Under-fire Jones ‘just getting on with the job’
Jones said he felt under no added pressure despite Australia losing their last two Tests to South Africa.
The Wallabies’ Tri-Nations’ hopes are also on the line against the All Blacks.
Jones and his Wallabies have been feeling the heat since a disastrous South African tour when they lost both Tests and had reserve scrum-half Matt Henjak sent home early for partying at a nightclub before a game.
“I’m just getting on with the job,” said Jones yesterday. “You are always going to find that in modern sport now, that if you lose a game or lose two games they either want the coach to be sacked or the captain to be sacked, so you just have to absorb that pressure and get on with it.”
Jones was satisfied his team had done the work in training to regain their form for the year’s biggest rugby match against the All Blacks.
“We’ve done all our work, today’s a training free day and I’m going to try and improve my coaching (at a schools’ clinic) - obviously I need to,” he said with a smile. “So I’d better work pretty hard today.”
Jones said he was expecting a typical fast free-flowing match after New Zealand named Mils Muliaina, Joe Rokocoko and Rico Gear as their back three.
“There’s a deliberate philosophy for both teams that they want to score tries,” said Jones.
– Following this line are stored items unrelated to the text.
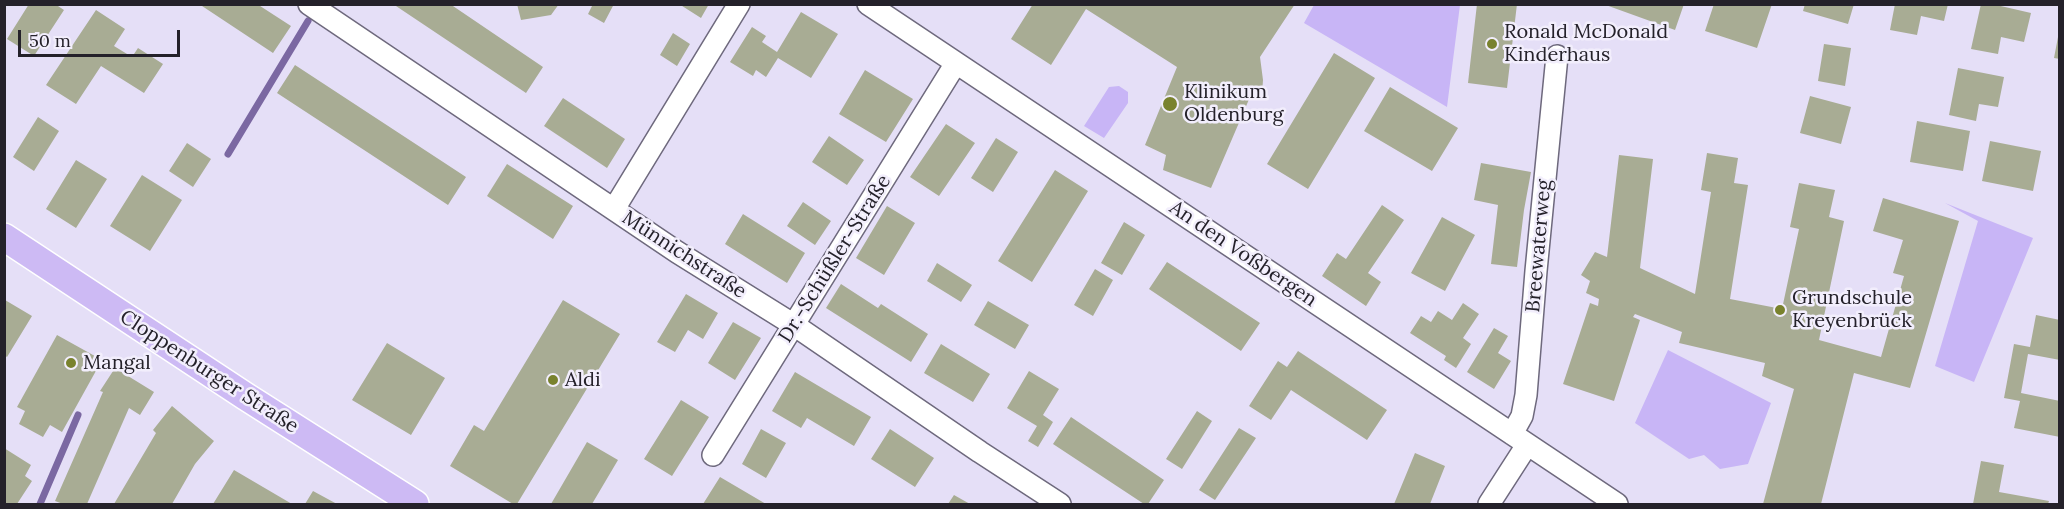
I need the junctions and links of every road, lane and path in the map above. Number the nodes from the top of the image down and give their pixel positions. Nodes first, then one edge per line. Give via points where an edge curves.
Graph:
1 (309, 4) edge
2 (739, 4) edge
3 (868, 4) edge
4 (1557, 56) dead end
5 (956, 63) junction
6 (614, 209) junction
7 (4, 237) edge
8 (794, 325) junction
9 (1520, 440) junction
10 (713, 455) dead end
11 (416, 504) edge
12 (1060, 504) edge
13 (1489, 504) edge
14 (1617, 504) edge

1 - 6 street, Münnichstraße
2 - 6 street
3 - 5 street, An den Voßbergen
4 - 9 street, Breewaterweg
5 - 8 street, Dr.-Schüßler-Straße
5 - 9 street, An den Voßbergen
6 - 8 street, Münnichstraße
7 - 11 main road, Cloppenburger Straße
8 - 10 street, Dr.-Schüßler-Straße
8 - 12 street, Münnichstraße
9 - 13 street, Breewaterweg
9 - 14 street, An den Voßbergen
“Traditionally games in Sydney at Telstra Stadium are nice open affairs where the ball is moved around. I think with a positive attitude from both teams, a positive attitude from the referee then we are going to get rugby which is about scoring more points than the opposition.”
Meanwhile, the Springboks have laughed off claims by a former Super 12’s rugby coach that their line-out ace Victor Matfield had been using a steel plate in his armguard.
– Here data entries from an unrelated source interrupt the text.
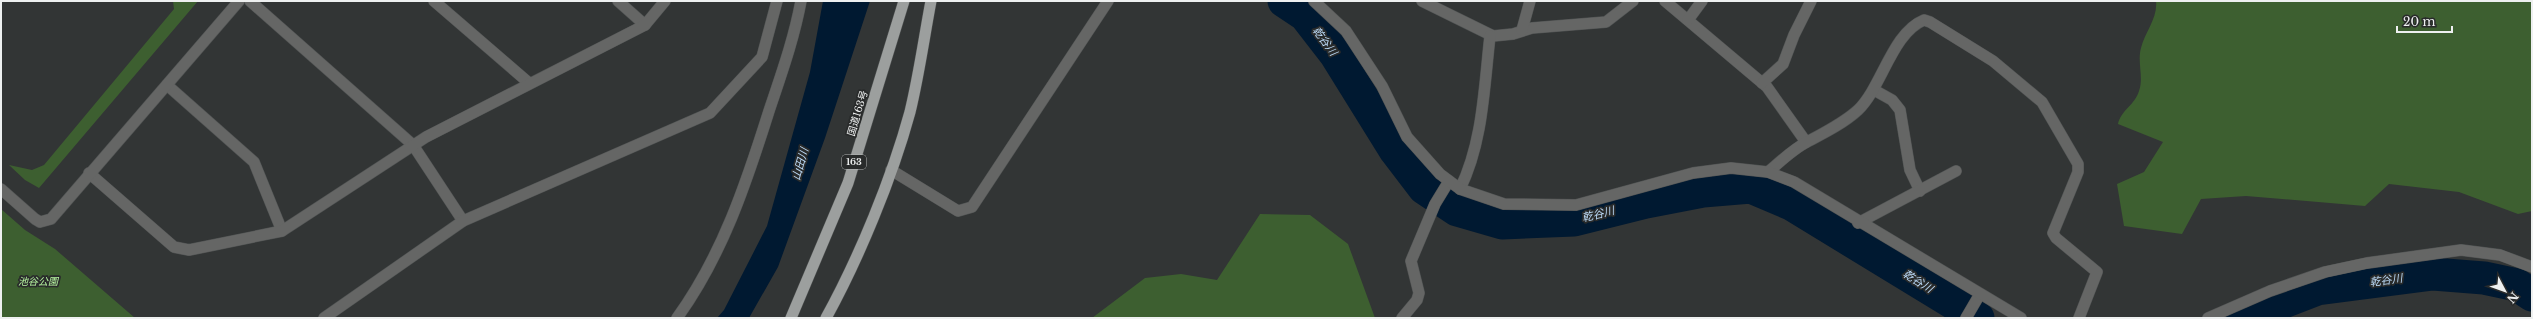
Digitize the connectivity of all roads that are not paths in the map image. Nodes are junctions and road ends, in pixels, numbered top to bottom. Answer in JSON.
{"nodes":[{"id":1,"x":239,"y":1,"type":"edge"},
{"id":2,"x":250,"y":1,"type":"edge"},
{"id":3,"x":434,"y":1,"type":"edge"},
{"id":4,"x":618,"y":1,"type":"edge"},
{"id":5,"x":665,"y":1,"type":"edge"},
{"id":6,"x":777,"y":1,"type":"edge"},
{"id":7,"x":801,"y":1,"type":"edge"},
{"id":8,"x":904,"y":1,"type":"edge"},
{"id":9,"x":932,"y":1,"type":"edge"},
{"id":10,"x":1108,"y":1,"type":"edge"},
{"id":11,"x":1314,"y":1,"type":"edge"},
{"id":12,"x":1422,"y":1,"type":"edge"},
{"id":13,"x":1530,"y":1,"type":"edge"},
{"id":14,"x":1633,"y":1,"type":"edge"},
{"id":15,"x":1665,"y":1,"type":"edge"},
{"id":16,"x":1702,"y":1,"type":"edge"},
{"id":17,"x":1811,"y":1,"type":"edge"},
{"id":18,"x":1688,"y":20,"type":"junction"},
{"id":19,"x":645,"y":24,"type":"junction"},
{"id":20,"x":1522,"y":30,"type":"junction"},
{"id":21,"x":1490,"y":36,"type":"junction"},
{"id":22,"x":529,"y":83,"type":"junction"},
{"id":23,"x":1762,"y":83,"type":"junction"},
{"id":24,"x":166,"y":85,"type":"junction"},
{"id":25,"x":1874,"y":90,"type":"junction"},
{"id":26,"x":1806,"y":142,"type":"junction"},
{"id":27,"x":413,"y":145,"type":"junction"},
{"id":28,"x":891,"y":170,"type":"junction"},
{"id":29,"x":1956,"y":171,"type":"dead end"},
{"id":30,"x":1768,"y":172,"type":"junction"},
{"id":31,"x":89,"y":173,"type":"junction"},
{"id":32,"x":1447,"y":186,"type":"junction"},
{"id":33,"x":1,"y":189,"type":"edge"},
{"id":34,"x":1460,"y":189,"type":"junction"},
{"id":35,"x":1920,"y":191,"type":"junction"},
{"id":36,"x":463,"y":221,"type":"junction"},
{"id":37,"x":1858,"y":223,"type":"junction"},
{"id":38,"x":282,"y":231,"type":"junction"},
{"id":39,"x":2532,"y":267,"type":"edge"},
{"id":40,"x":1977,"y":299,"type":"junction"},
{"id":41,"x":1967,"y":316,"type":"edge"},
{"id":42,"x":2215,"y":316,"type":"edge"},
{"id":43,"x":324,"y":318,"type":"edge"},
{"id":44,"x":677,"y":318,"type":"edge"},
{"id":45,"x":791,"y":318,"type":"edge"},
{"id":46,"x":826,"y":318,"type":"edge"},
{"id":47,"x":1402,"y":318,"type":"edge"},
{"id":48,"x":2021,"y":318,"type":"edge"},
{"id":49,"x":2079,"y":318,"type":"edge"}],
"edges":[{"from":1,"to":24,"type":"street"},
{"from":2,"to":27,"type":"street"},
{"from":3,"to":22,"type":"street"},
{"from":4,"to":19,"type":"street"},
{"from":5,"to":19,"type":"street"},
{"from":6,"to":36,"type":"street"},
{"from":7,"to":44,"type":"street"},
{"from":8,"to":45,"type":"highway","name":"国道163号","number":"163"},
{"from":9,"to":28,"type":"highway"},
{"from":10,"to":28,"type":"street"},
{"from":11,"to":32,"type":"street"},
{"from":12,"to":21,"type":"street"},
{"from":13,"to":20,"type":"street"},
{"from":14,"to":20,"type":"street"},
{"from":15,"to":18,"type":"street"},
{"from":16,"to":18,"type":"street"},
{"from":17,"to":23,"type":"street"},
{"from":18,"to":23,"type":"street"},
{"from":19,"to":22,"type":"street"},
{"from":20,"to":21,"type":"street"},
{"from":21,"to":34,"type":"street"},
{"from":22,"to":27,"type":"street"},
{"from":23,"to":26,"type":"street"},
{"from":24,"to":31,"type":"street"},
{"from":24,"to":38,"type":"street"},
{"from":25,"to":26,"type":"street"},
{"from":25,"to":35,"type":"street"},
{"from":25,"to":49,"type":"street"},
{"from":26,"to":30,"type":"street"},
{"from":27,"to":36,"type":"street"},
{"from":27,"to":38,"type":"street"},
{"from":28,"to":46,"type":"highway"},
{"from":29,"to":35,"type":"street"},
{"from":30,"to":34,"type":"street"},
{"from":30,"to":37,"type":"street"},
{"from":31,"to":33,"type":"street"},
{"from":31,"to":38,"type":"street"},
{"from":32,"to":34,"type":"street"},
{"from":32,"to":47,"type":"street"},
{"from":35,"to":37,"type":"street"},
{"from":36,"to":43,"type":"street"},
{"from":37,"to":40,"type":"street"},
{"from":39,"to":42,"type":"street"},
{"from":40,"to":41,"type":"street"},
{"from":40,"to":48,"type":"street"}]}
After the team touched down in Perth ahead of next week’s Tri-Nations match, coach Jake White dismissed the suggestion as “laughable” and “ridiculous.”
Former Sharks Super 12 coach Kevin Putt reportedly made the claim on New Zealand television in the wake of the All Blacks’ loss to South Africa in Cape Town on Saturday.
During the match New Zealand scrum-half Byron Kelleher was concussed in a Matfield tackle.
Putt claimed Springbok captain John Smit had told him of Matfield’s “steel protector.”
White said the claim was too far-fetched to be a distraction to his side. “It’s laughable someone could even think international sports people would try those sort of hoaxes.
“A lot of guys play with braces on their arms, like Gareth Thomas and Stephen Larkham. I think it’s just media or some guy just throwing something and waiting for a reaction.”
He pointed out that it was Matfield’s shoulder, not his arm that had hit Kelleher on the chin.